12.--Whether a League is established or not, treaties for submitting disputes to arbitration, and if possible to tribunals permanently const.i.tuted, will still be valuable in the future as in the past. The decisions of regular tribunals composed of impartial persons who inspire respect will gradually form a body of customary law, and be precedents guiding action in the future. The attempt of Germany to override not only precedents but also express agreements with regard to the conduct of war, if it fails, does not discredit the value of such attempts as were made at The Hague to embody in definite form the international law on the subjects with which they endeavoured to deal. A careful revision of the provisions agreed to at The Hague in light of subsequent knowledge is desirable. They only become a dead letter if one nation utterly disregards them and does so without incurring a penalty in some form.
13.--It is not desirable to attempt to go into exact detail in all the arrangements so made. For example, the attempt to enumerate a list of articles which are to be deemed contraband, as was tried in the Declaration of London, has led to preposterous results. Articles which at one time were of no use in war have become, through the advance in scientific knowledge, the material for making the most deadly and most cruel instruments in the course of the present War.

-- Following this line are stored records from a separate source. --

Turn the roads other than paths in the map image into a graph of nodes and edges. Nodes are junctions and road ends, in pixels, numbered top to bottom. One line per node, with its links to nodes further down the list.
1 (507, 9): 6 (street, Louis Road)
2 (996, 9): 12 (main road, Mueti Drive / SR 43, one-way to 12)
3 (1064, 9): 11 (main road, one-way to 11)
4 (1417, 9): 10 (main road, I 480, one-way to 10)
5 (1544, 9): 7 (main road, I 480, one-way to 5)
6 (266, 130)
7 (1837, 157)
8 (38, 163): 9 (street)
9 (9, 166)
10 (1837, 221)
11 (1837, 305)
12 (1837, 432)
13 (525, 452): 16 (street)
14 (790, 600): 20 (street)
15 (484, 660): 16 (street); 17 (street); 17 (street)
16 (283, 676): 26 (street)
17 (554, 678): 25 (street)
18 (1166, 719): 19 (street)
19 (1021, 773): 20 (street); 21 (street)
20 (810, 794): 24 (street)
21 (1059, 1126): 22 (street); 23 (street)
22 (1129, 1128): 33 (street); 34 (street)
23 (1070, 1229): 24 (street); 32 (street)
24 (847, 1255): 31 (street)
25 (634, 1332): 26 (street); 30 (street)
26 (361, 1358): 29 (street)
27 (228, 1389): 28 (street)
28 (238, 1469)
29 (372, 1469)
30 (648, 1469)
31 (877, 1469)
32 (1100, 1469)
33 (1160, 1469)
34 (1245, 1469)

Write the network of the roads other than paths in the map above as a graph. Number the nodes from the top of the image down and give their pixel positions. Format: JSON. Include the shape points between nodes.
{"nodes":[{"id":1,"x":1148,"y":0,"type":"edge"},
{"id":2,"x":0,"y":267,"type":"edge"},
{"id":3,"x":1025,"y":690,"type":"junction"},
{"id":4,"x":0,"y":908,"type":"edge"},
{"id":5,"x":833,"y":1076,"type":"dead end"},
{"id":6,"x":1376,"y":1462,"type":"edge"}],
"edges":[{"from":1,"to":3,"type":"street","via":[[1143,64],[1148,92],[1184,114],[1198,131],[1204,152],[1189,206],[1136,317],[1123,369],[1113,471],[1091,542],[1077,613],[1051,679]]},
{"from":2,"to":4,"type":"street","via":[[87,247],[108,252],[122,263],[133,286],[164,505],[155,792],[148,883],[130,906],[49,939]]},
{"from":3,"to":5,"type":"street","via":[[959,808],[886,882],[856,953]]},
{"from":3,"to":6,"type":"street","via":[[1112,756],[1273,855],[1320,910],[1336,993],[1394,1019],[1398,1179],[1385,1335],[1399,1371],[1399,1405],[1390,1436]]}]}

14.--An attempt must be made to secure at least partial disarmament.
Provision as to the disarmament of Germany should be one of the terms of peace. The extent and character of any arrangements as to general disarmament require separate and detailed consideration. It would naturally be one of the subjects to be discussed by any League which may be formed. It is well to note from the outset (a) that a fleet is essential to the British Empire for purely defensive purposes, and for maintaining connection between the different parts of the Empire, but a great reduction in the size of the fleet may be possible by arrangement.
The Allied Powers will recognise that it was the existence of the British fleet that saved them from defeat, and in some cases from utter destruction. (6) That for a nation to train its citizens as a defensive force on the Swiss model may actually tend to preserve peace, and also have a very useful influence on the morale of a nation. A defensive force of this kind would not have the character or the aims which make a great professional army a menace to peace.
15.--Lastly, it is undesirable and would be futile to attempt to set up a ”supernational sovereign authority.” The scope of any League--its powers and its objects--should be clearly defined, and the independent sovereign States should bind themselves, as contracting parties, to carry out the terms agreed, and all should agree beforehand as to the steps they would take to prevent or to punish any violation of those terms.